Stroke Foundation welcomed the announcement of the New South Wales (NSW) Telestroke Service expansion into Shoalhaven, saying it would revolutionise emergency stroke treatment on the NSW South Coast.

The Shoalhaven District Memorial Hospital is one of up to 23 rural and regional NSW hospitals to be included in the service’s roll out. The NSW Telestroke Service, coordinated by the Prince of Wales Hospital in Sydney, will speed up diagnosis and support regional clinicians in deciding the best care for the patient which may include blood clot dissolving treatment or transfer for more specialist stroke care.

Stroke Foundation NSW State Manager Rhian Paton Kelly said telehealth was being relied on more than ever in this time of coronavirus (COVID-19) and the NSW Telestroke Service demonstrated the technology’s value extended well beyond the current pandemic.

“This telestroke service is much needed. It will have an enormous impact by removing barriers to time-critical stroke treatment that saves lives and reduces lifelong disability,” she said.

“When a stroke strikes, it kills up to 1.9 million brain cells per minute, but treatment can stop this damage. Time saved in accessing stroke treatment is brain saved.”

The Shoalhaven region was among Australia’s top 10 hotspots for stroke. A Stroke Foundation report found an estimated 225 residents of the Gilmore Electorate experienced a stroke for the first time in 2020.

Ms Paton-Kelly said people living in regional and rural NSW will have access to the best in stroke treatment through the Telestroke Service, but to benefit, patients must reach hospital.

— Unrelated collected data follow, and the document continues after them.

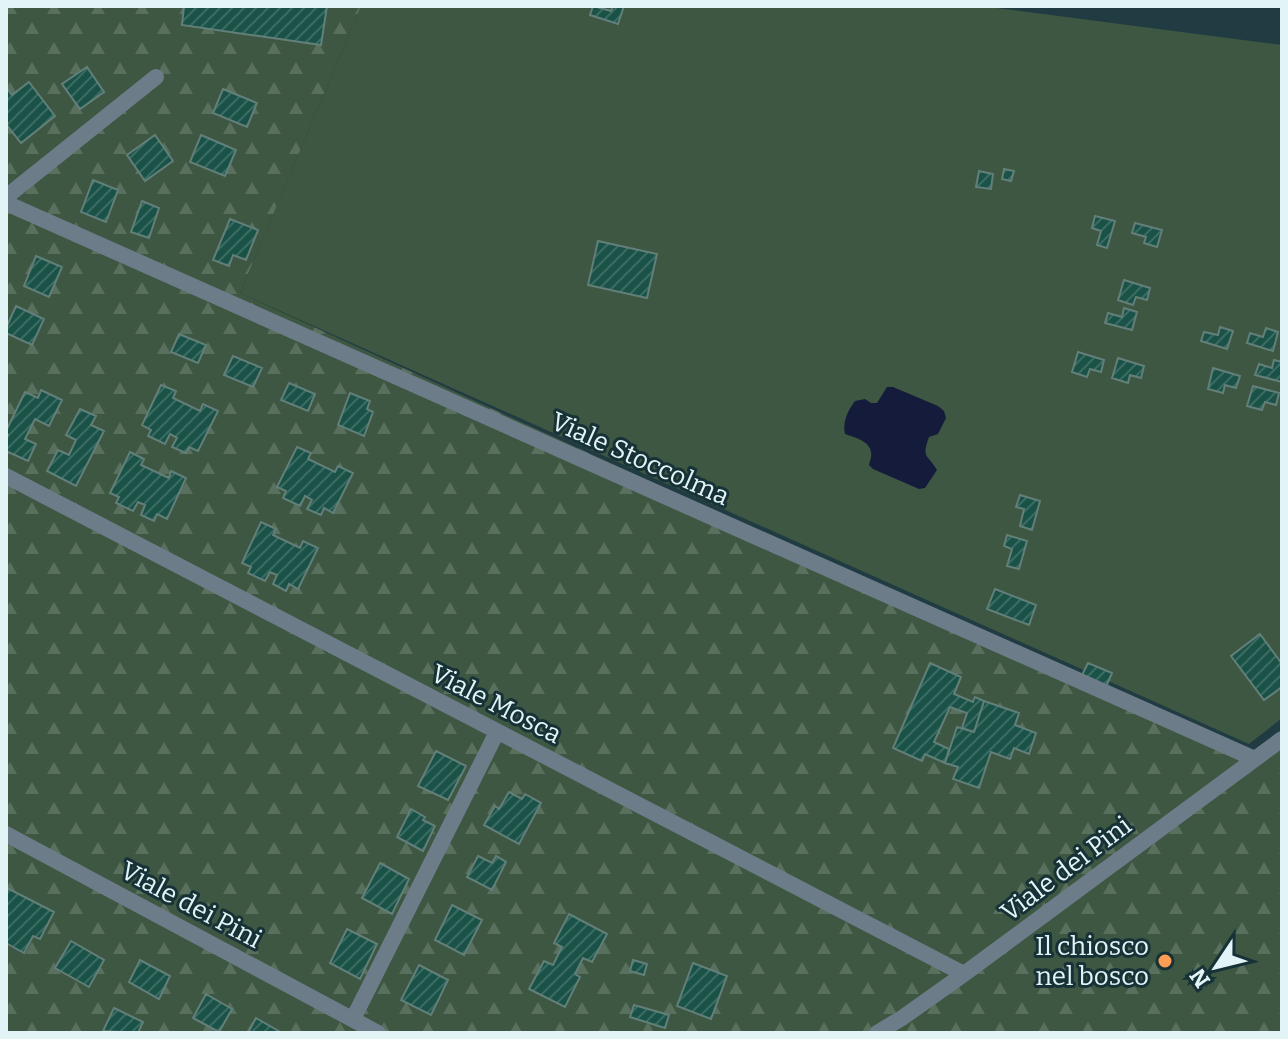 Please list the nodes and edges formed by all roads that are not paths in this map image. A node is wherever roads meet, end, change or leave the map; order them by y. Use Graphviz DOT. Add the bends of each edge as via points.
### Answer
graph roads {
  1 [pos="156,77"];
  2 [pos="6,197"];
  3 [pos="6,203"];
  4 [pos="6,476"];
  5 [pos="497,732"];
  6 [pos="1282,739"];
  7 [pos="1255,759"];
  8 [pos="6,834"];
  9 [pos="964,974"];
  10 [pos="353,1019"];
  11 [pos="378,1033"];
  12 [pos="877,1033"];
  1 -- 2 [label="street"];
  3 -- 7 [label="street, Viale Stoccolma"];
  4 -- 5 [label="street, Viale Mosca"];
  5 -- 9 [label="street, Viale Mosca"];
  5 -- 10 [label="street"];
  6 -- 7 [label="street, Viale dei Pini"];
  7 -- 9 [label="street, Viale dei Pini"];
  8 -- 10 [label="street, Viale dei Pini"];
  9 -- 12 [label="street, Viale dei Pini"];
  10 -- 11 [label="street, Viale dei Pini"];
} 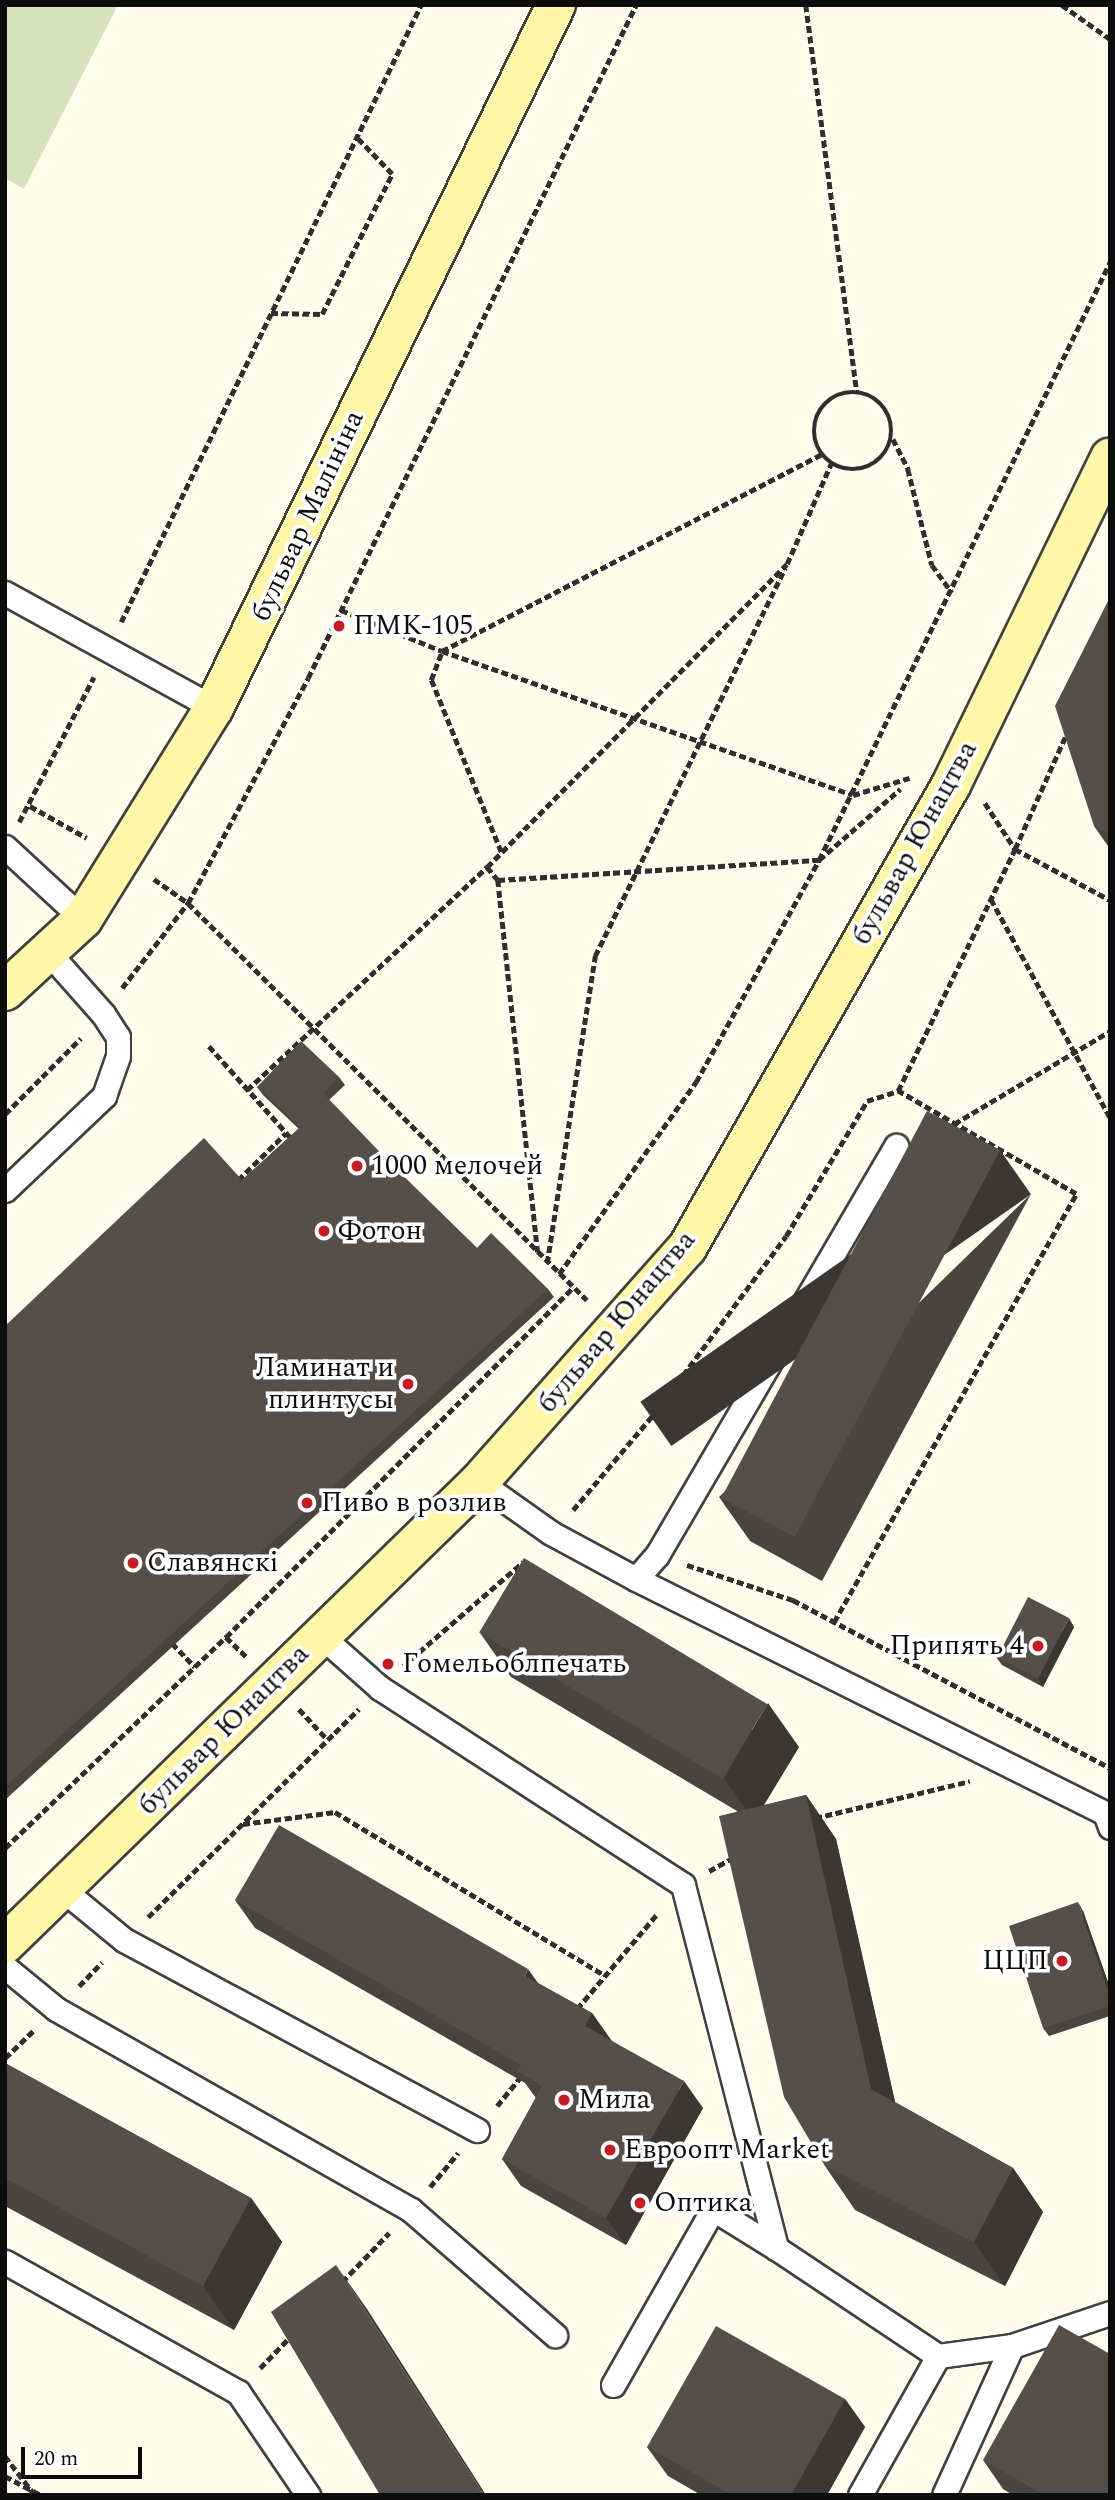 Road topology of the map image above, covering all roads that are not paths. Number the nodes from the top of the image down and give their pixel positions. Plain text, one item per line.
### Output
1 (556, 5) edge
2 (1110, 458) edge
3 (5, 593) edge
4 (214, 708) junction
5 (8, 840) edge
6 (83, 919) junction
7 (47, 951) junction
8 (5, 991) edge
9 (896, 1146) dead end
10 (5, 1190) edge
11 (479, 1482) junction
12 (636, 1579) junction
13 (320, 1635) junction
14 (1108, 1815) edge
15 (62, 1889) junction
16 (5, 1944) edge
17 (5, 1966) edge
18 (477, 2130) road end
19 (776, 2248) junction
20 (5, 2262) edge
21 (1110, 2314) edge
22 (555, 2335) dead end
23 (1013, 2346) junction
24 (938, 2356) junction
25 (612, 2385) dead end
26 (308, 2495) edge
27 (860, 2495) edge
28 (944, 2495) edge

1 - 4 street, бульвар Малініна
2 - 11 street, бульвар Юнацтва
3 - 4 lane
4 - 6 street, бульвар Малініна
5 - 6 lane
6 - 7 street, бульвар Малініна
7 - 8 street, бульвар Малініна
7 - 10 lane
9 - 12 lane
11 - 12 lane
11 - 13 street, бульвар Юнацтва
12 - 14 lane
13 - 15 street, бульвар Юнацтва
13 - 19 lane
15 - 16 street, бульвар Юнацтва
15 - 18 lane
17 - 22 lane
19 - 24 lane
19 - 25 lane
20 - 26 lane
21 - 23 lane
23 - 24 lane
23 - 28 lane
24 - 27 lane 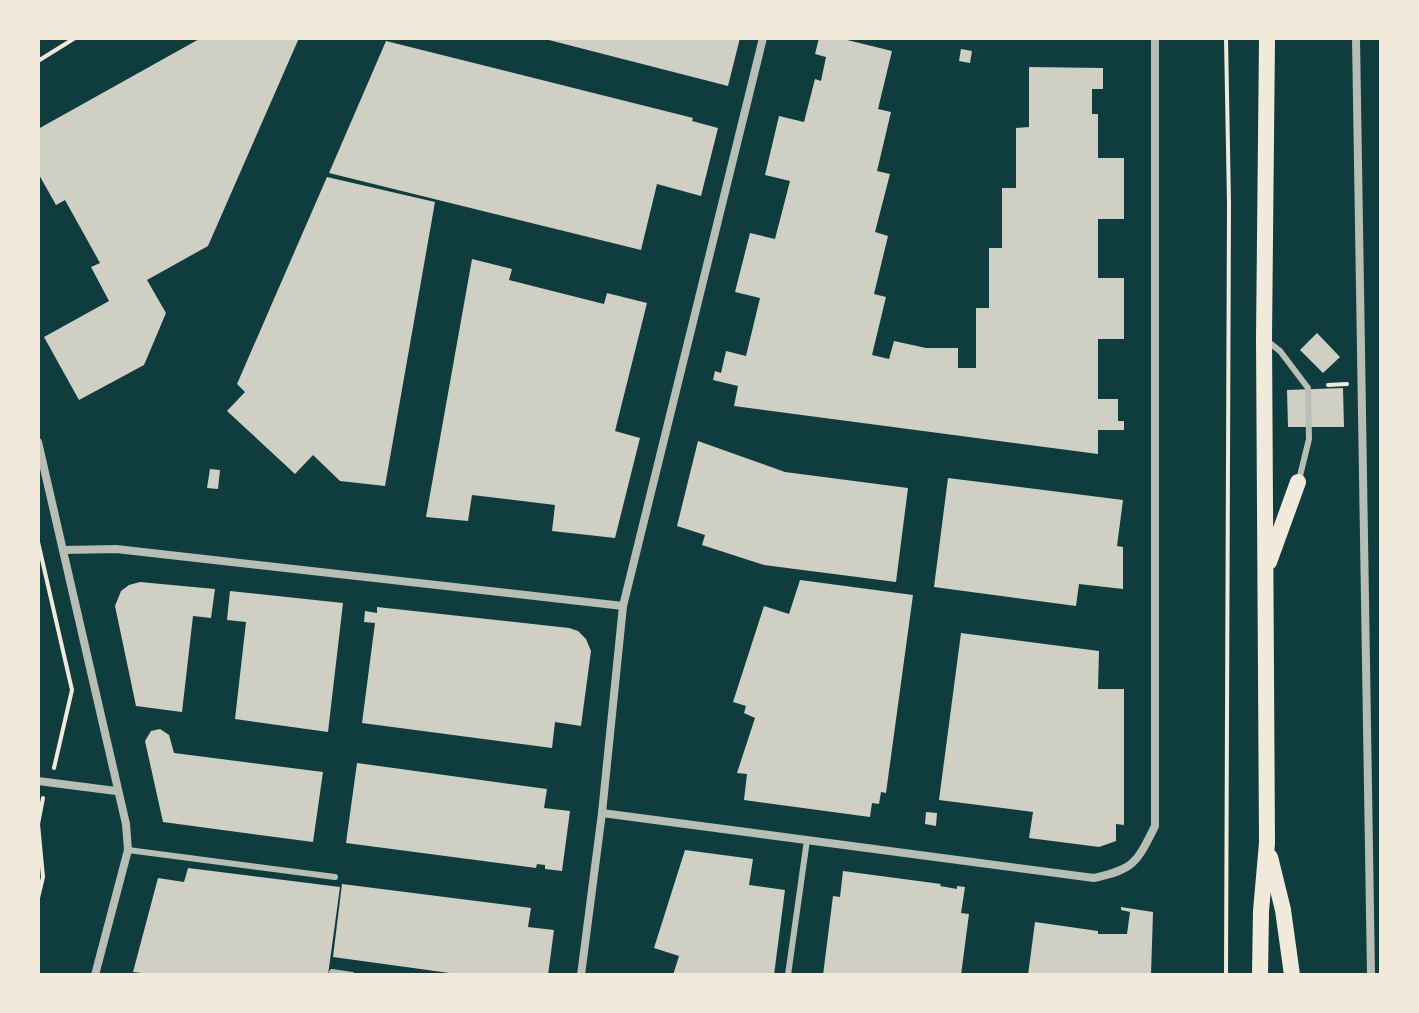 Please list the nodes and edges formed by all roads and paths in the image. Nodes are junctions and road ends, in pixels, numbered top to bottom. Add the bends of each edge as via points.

“The first step in ensuring better outcomes from stroke is getting to hospital quickly, and that means recognising the F.A.S.T. (Face. Arms. Speech. Time) signs and calling triple zero (000) straight away,” she said.

“I urge everyone to learn the F.A.S.T. message and share it with your friends, family and colleagues.”

Stroke Foundation is proud to partner with NSW Health in supporting the service’s roll out. This includes delivering F.A.S.T. (Face. Arms. Speech and Time) signs of stroke community education in the state’s regions.

The NSW Telestroke Service is funded in partnership by the Federal and State Government.

The F.A.S.T. test is a simple way we can all learn and remember the signs of stroke:

Face: Check their face. Has their mouth drooped?

Arms: Can they lift both arms?

Speech: Is their speech slurred? Do they understand you?

Time is critical. If you see any of these signs call triple zero (000) straight away.